Şekerin insülin direncine neden olabileceği göz önüne alındığında, şekerle şekerlendirilmiş içecekleri içen kişilerin Tip II diyabet riski% 83'e kadar yükseldiğini görmek şaşırtıcı değildir (12, 13).

Sonuç: şekerin insülin fonksiyonu üzerindeki zararlı etkileri nedeniyle, tip II diyabetin önde gelen bir sürücüsüdür.
Tanıtım

6. Şeker Kansere Yol Verebilir

İnsülin, bu tür bir büyümeyi düzenleyen en önemli hormonlardan biridir.

Bu nedenle, birçok bilim insanı sürekli insülin düzeyinin yükselmesine (şeker tüketiminin bir sonucu olarak) kansere katkıda bulunabileceğine inanıyorlar (14).

Buna ek olarak, şeker tüketimiyle ilişkili metabolik sorunlar, iltihaplanmanın bilinen bir sürücüsü, bir başka potansiyel kanser nedenidir (15).

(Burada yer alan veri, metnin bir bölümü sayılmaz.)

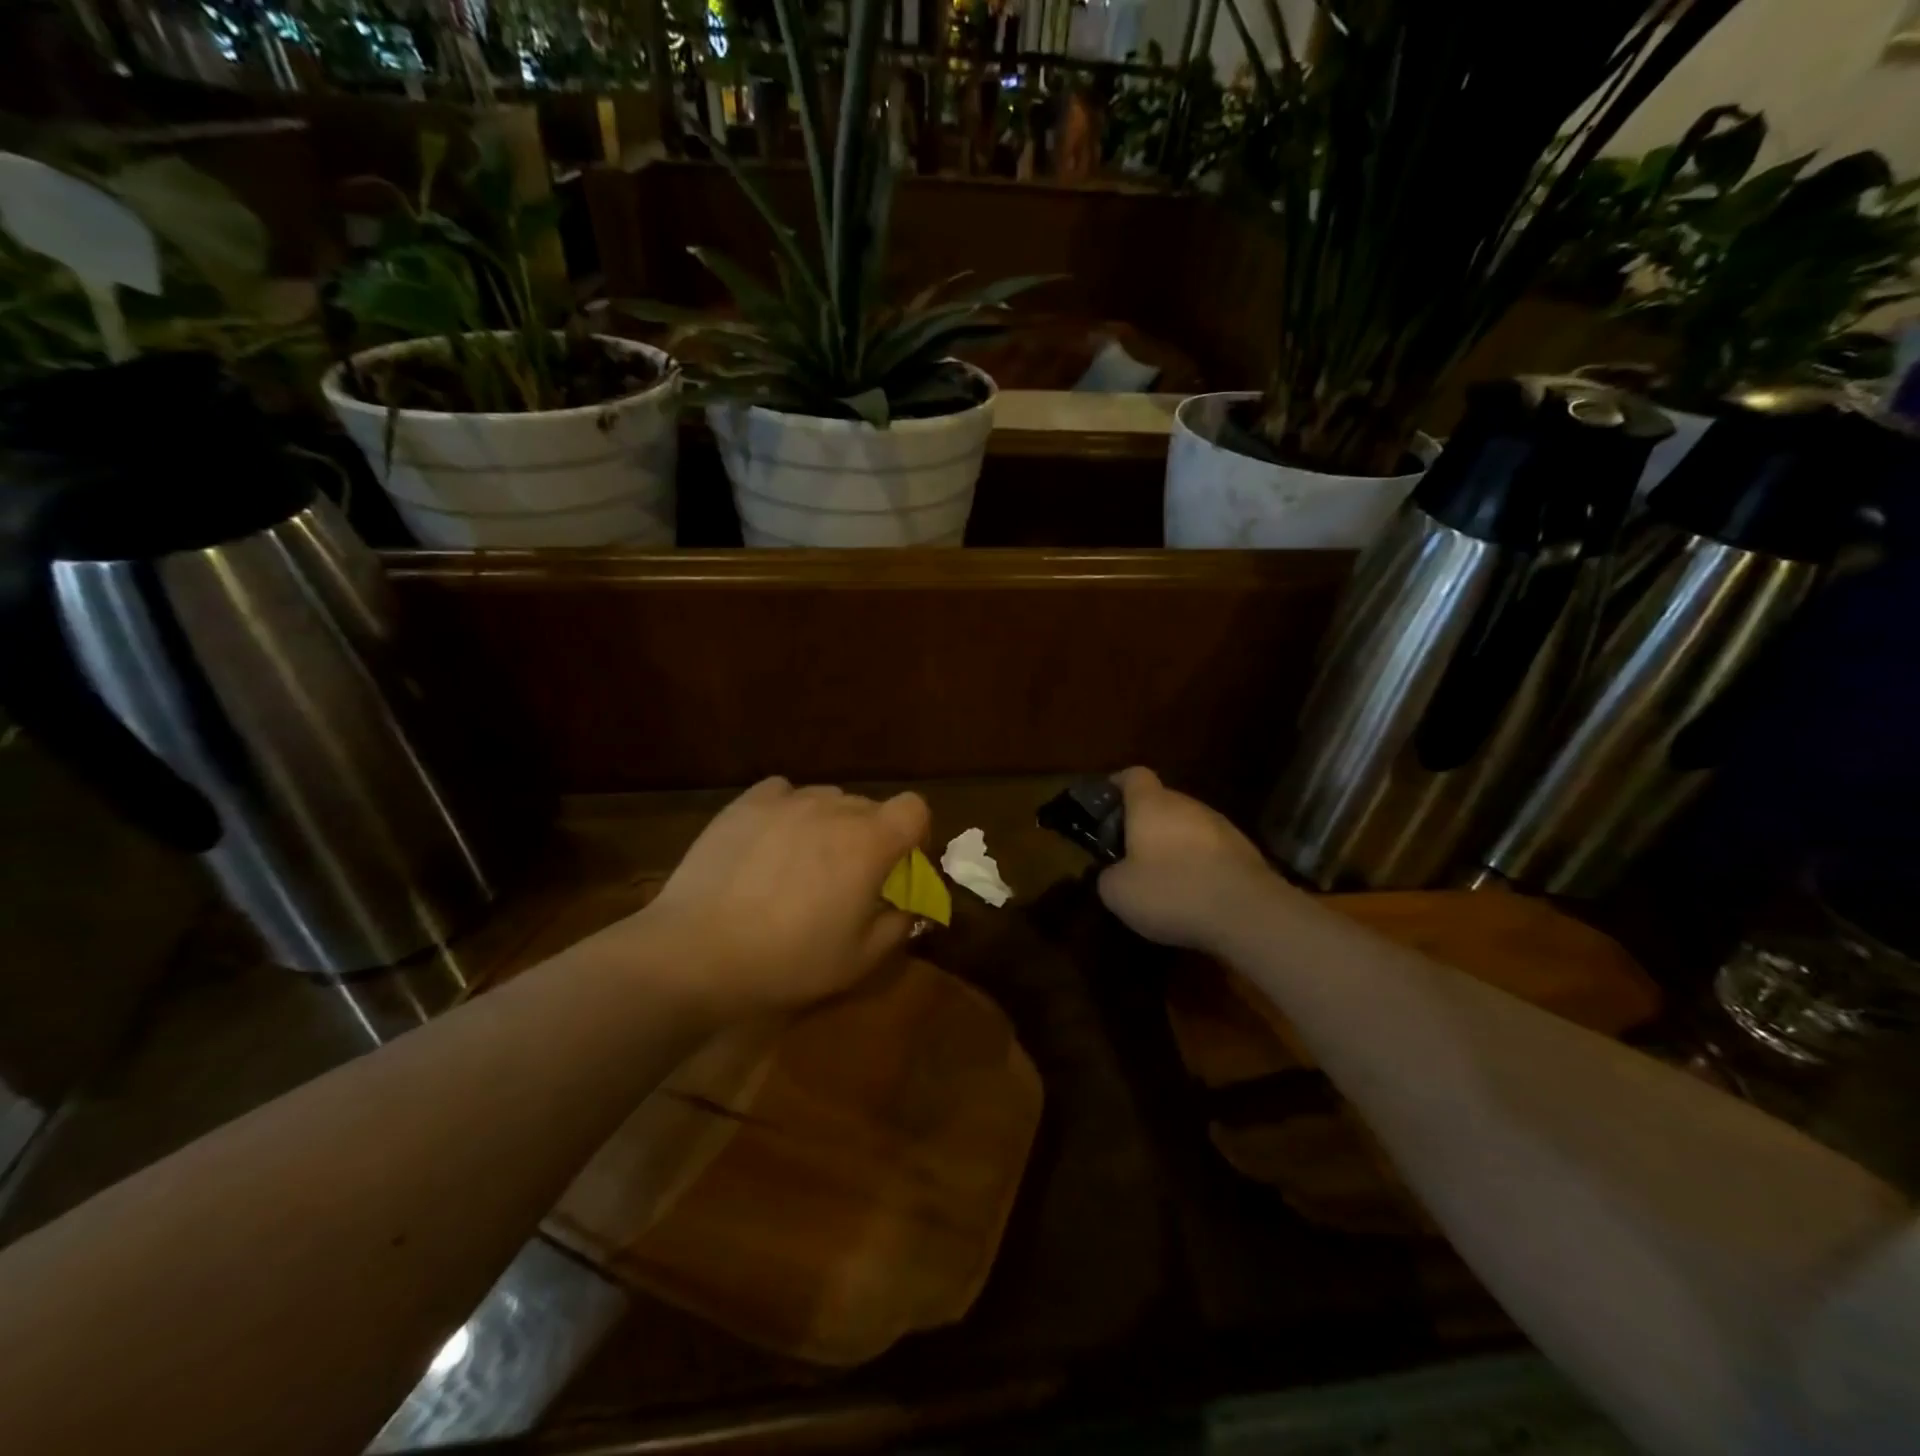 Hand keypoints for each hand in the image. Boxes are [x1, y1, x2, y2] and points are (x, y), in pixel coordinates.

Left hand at [631, 778, 929, 1023]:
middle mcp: (833, 808)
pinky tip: (770, 842)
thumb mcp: (858, 960)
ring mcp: (787, 800)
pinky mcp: (746, 803)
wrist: (697, 951)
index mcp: (869, 842)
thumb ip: (897, 926)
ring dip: (829, 825)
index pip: (914, 808)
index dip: (914, 834)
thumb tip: (907, 906)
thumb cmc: (788, 960)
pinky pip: (783, 792)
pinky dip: (788, 811)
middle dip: (870, 837)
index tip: (897, 866)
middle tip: (846, 878)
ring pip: (827, 799)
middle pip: (870, 807)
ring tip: (801, 863)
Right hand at [1098, 767, 1285, 953]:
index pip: (1133, 775)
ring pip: (1189, 826)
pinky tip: (1194, 893)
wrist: (1247, 914)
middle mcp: (1187, 805)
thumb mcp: (1118, 892)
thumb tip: (1114, 873)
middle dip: (1144, 823)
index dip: (1117, 785)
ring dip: (1174, 844)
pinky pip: (1211, 850)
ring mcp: (1221, 826)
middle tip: (1129, 852)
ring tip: (1163, 877)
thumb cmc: (1171, 892)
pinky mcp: (1245, 851)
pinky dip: (1199, 864)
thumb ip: (1108, 875)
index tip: (1105, 803)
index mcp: (1151, 804)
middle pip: (1161, 802)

Birden fazla araştırma, şeker tüketen kişilerin kansere yakalanma riskinin daha yüksek olduğunu göstermektedir (16, 17, 18).

Sonuç:

Şekerin metabolizma üzerindeki zararlı etkileri nedeniyle kansere katkıda bulunabileceğine dair önemli bulgular var. AdvertisementAdvertisement
7. Hormonlar ve Beyin Üzerindeki Etkileri Nedeniyle Şeker Eşsiz Yağ Esaslı Etkilere Sahiptir

Bütün kaloriler eşit olarak yaratılmaz.

Farklı gıdalar beynimiz ve besin alımını kontrol eden hormonlar üzerinde farklı etkilere sahip olabilir (19).

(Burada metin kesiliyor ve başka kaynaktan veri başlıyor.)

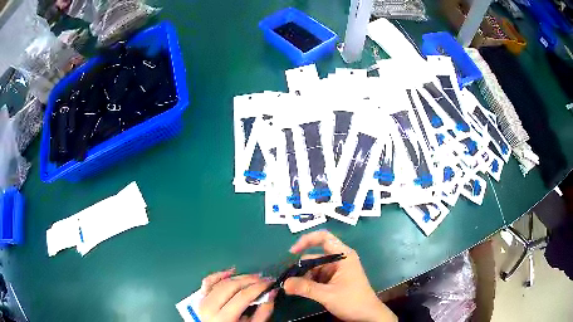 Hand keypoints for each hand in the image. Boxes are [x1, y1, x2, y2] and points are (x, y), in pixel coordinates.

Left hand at [197, 268, 275, 321]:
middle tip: (264, 278)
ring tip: (253, 277)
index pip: (242, 296)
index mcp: (223, 318)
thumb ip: (263, 312)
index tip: (271, 282)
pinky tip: (231, 271)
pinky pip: (208, 282)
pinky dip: (219, 275)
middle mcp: (210, 307)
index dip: (258, 287)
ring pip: (221, 282)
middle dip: (249, 280)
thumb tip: (272, 292)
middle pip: (231, 286)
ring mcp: (202, 301)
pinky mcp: (200, 298)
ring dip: (238, 277)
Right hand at [284, 231, 396, 321]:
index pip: (324, 238)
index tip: (292, 252)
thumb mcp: (327, 295)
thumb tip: (284, 283)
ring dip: (304, 277)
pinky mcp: (335, 279)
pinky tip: (301, 290)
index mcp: (343, 256)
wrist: (367, 315)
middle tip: (288, 281)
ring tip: (292, 288)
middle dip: (301, 267)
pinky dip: (309, 282)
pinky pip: (317, 276)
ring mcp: (337, 270)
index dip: (307, 240)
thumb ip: (305, 288)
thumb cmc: (352, 301)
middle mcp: (340, 259)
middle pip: (316, 256)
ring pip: (315, 268) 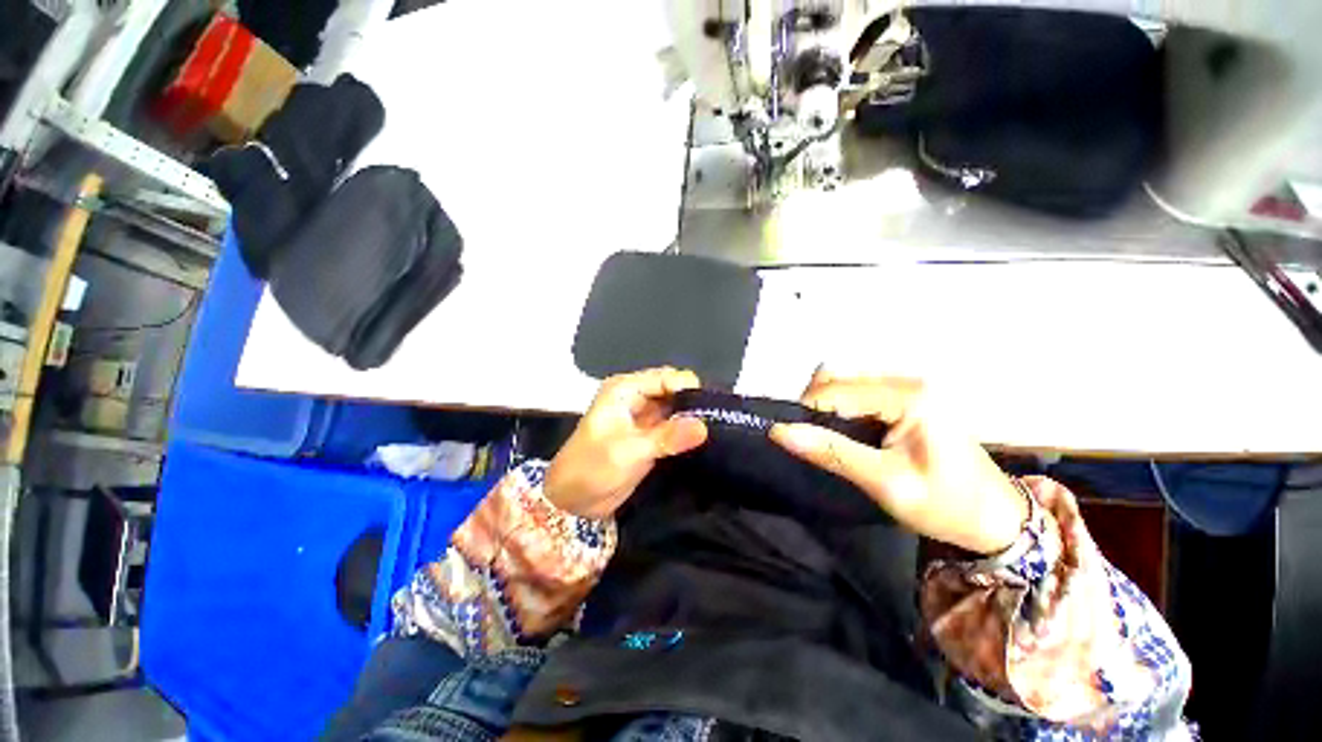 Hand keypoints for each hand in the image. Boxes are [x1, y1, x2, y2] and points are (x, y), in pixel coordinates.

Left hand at [545, 368, 708, 519]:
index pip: (666, 378)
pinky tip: (705, 439)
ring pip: (676, 408)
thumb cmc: (591, 468)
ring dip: (693, 418)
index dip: (689, 389)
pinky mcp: (650, 436)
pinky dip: (687, 431)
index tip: (713, 407)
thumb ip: (667, 437)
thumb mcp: (629, 451)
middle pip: (674, 390)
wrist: (573, 502)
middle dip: (694, 402)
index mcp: (625, 389)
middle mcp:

Çalışmalar, fruktozun, tokluk üzerinde glikoz kadar aynı etkiye sahip olmadığını göstermektedir.

Bir çalışmada, insanlar fruktozla şekillendirilmiş bir içki ya da bir glikozla şekillendirilmiş içki içtiler.

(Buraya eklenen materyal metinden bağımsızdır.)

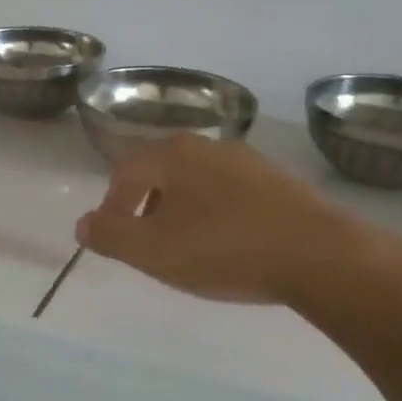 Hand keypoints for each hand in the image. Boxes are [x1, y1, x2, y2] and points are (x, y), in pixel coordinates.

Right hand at [75, 136, 358, 304]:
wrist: (319, 254)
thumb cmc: (224, 249)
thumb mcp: (153, 251)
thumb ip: (110, 236)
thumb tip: (83, 224)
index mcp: (173, 154)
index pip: (126, 171)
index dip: (112, 204)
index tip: (112, 235)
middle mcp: (209, 146)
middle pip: (162, 171)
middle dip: (145, 206)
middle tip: (144, 241)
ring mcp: (248, 161)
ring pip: (198, 182)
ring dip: (181, 210)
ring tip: (185, 246)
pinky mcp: (279, 182)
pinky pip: (231, 194)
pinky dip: (216, 214)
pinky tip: (227, 244) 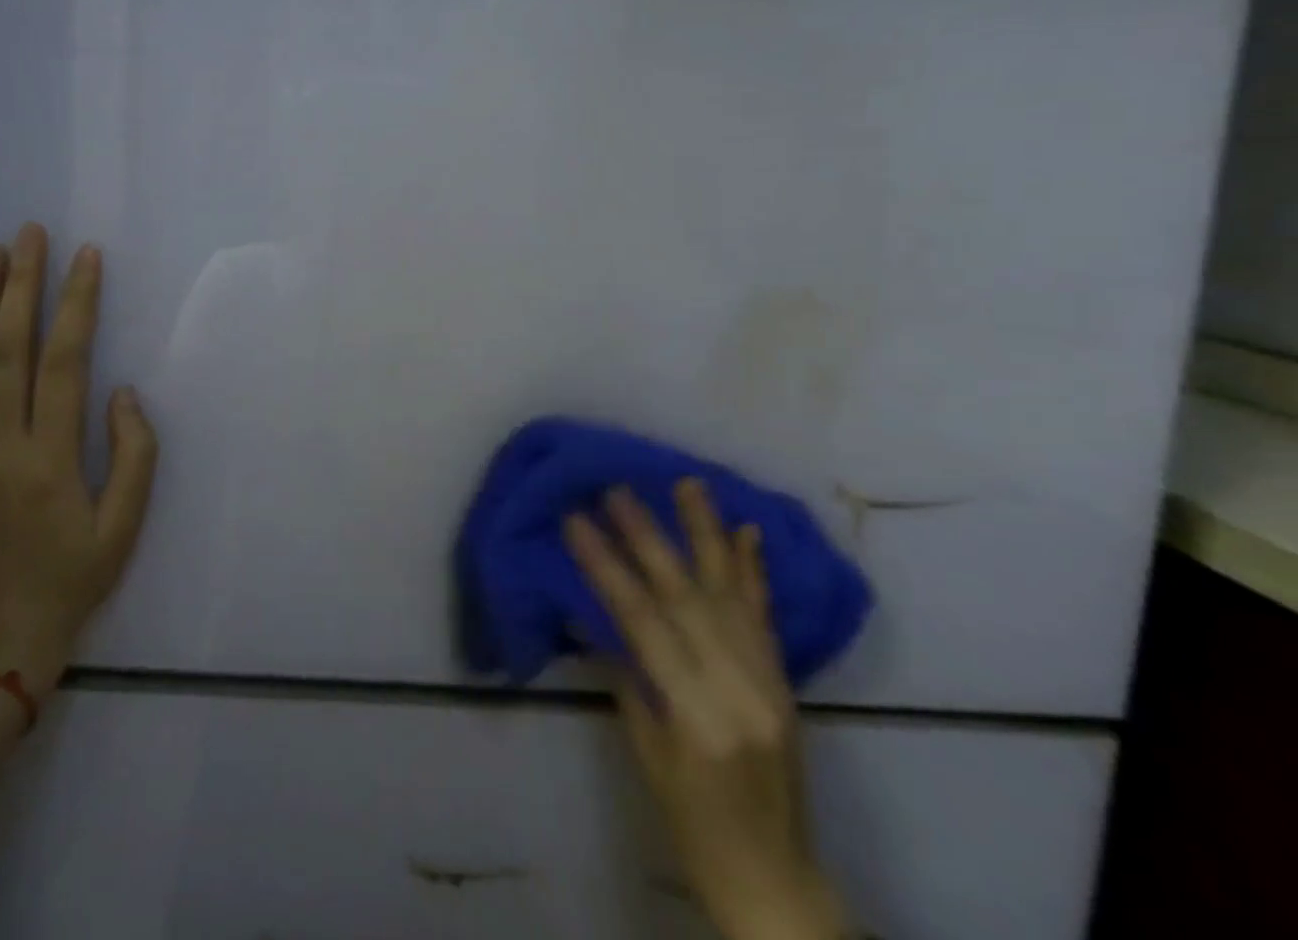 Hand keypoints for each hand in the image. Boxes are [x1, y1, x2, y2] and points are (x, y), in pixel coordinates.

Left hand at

Sonra, fruktoz içenler beynin tokluk merkezlerinde daha az aktiviteye sahipler ve kendilerini açlarlar (20).

Ayrıca, fruktozun açlık hormonu ghrelini neredeyse glikoz kadar düşürmediği bir çalışma var (21).

Zamanla, şekerden elde edilen kaloriler bu kadar tatmin edici olmadığı için, bu, artan bir kaloriye girmeye dönüşebilir.

Sonuç:

Fruktoz, beyinde tokluk oluşturmaz veya açlık hormonu ghrelini neredeyse glikoz kadar düşürmez. 8. Beyindeki Masif Dopamin Salınımına Neden Olduğu için Şeker Çok Bağımlılık

Şeker pek çok insana bağımlılık yapabilir.

Kötümser ilaçlar gibi, şeker beynin ödül merkezinde dopamin salınmasına neden olur (22).

Şeker ve birçok abur cubur ile ilgili sorun, masif dopamin salınmasına neden olabilir … doğada bulunan gıdalardan daha fazla maruz kaldık (23).

Bu nedenle bağımlılık duyarlı kişiler şekere ve diğer abur cubur yemeklerine aşırı derecede bağımlı olabilirler (24).

"Ortaokuldaki her şey" mesajı, önemsiz yiyecek bağımlısı insanlar için kötü bir fikir olabilir … çünkü gerçek bağımlılık için çalışan tek şey yasaktır.

Sonuç:

Şeker beyninde büyük miktarda dopamin salınmasına neden olduğundan, birçok insanda bağımlılığa neden olabilir. AdvertisementAdvertisementAdvertisement
9. Şeker hem Obezite için Çocukların ve Yetişkinlerin Öncü Bir Katkısıdır

Şekerin hormonları ve beyini etkileme şekli, yağ kazanma felaketi için bir reçetedir.

Azalan tokluğa yol açar … ve tüketimlerini kontrol altına alacak şekilde bağımlı hale getirebilir.

Şaşırtıcı olmayan bir şekilde, en şeker tüketen insanlar şimdiye kadar kilolu olma veya obez olma olasılıkları yüksektir. Bu, tüm yaş grupları için geçerlidir.

Birçok çalışma şeker tüketimi ile obezite arasındaki bağlantıyı incelemiş ve güçlü bir istatistiksel ilişki bulmuştur (25).

Bağlantı her gün şekerle tatlandırılmış içeceklerin servisinin% 60 oranında artan obezite riski ile ilişkili olduğu çocuklarda daha güçlüdür (26).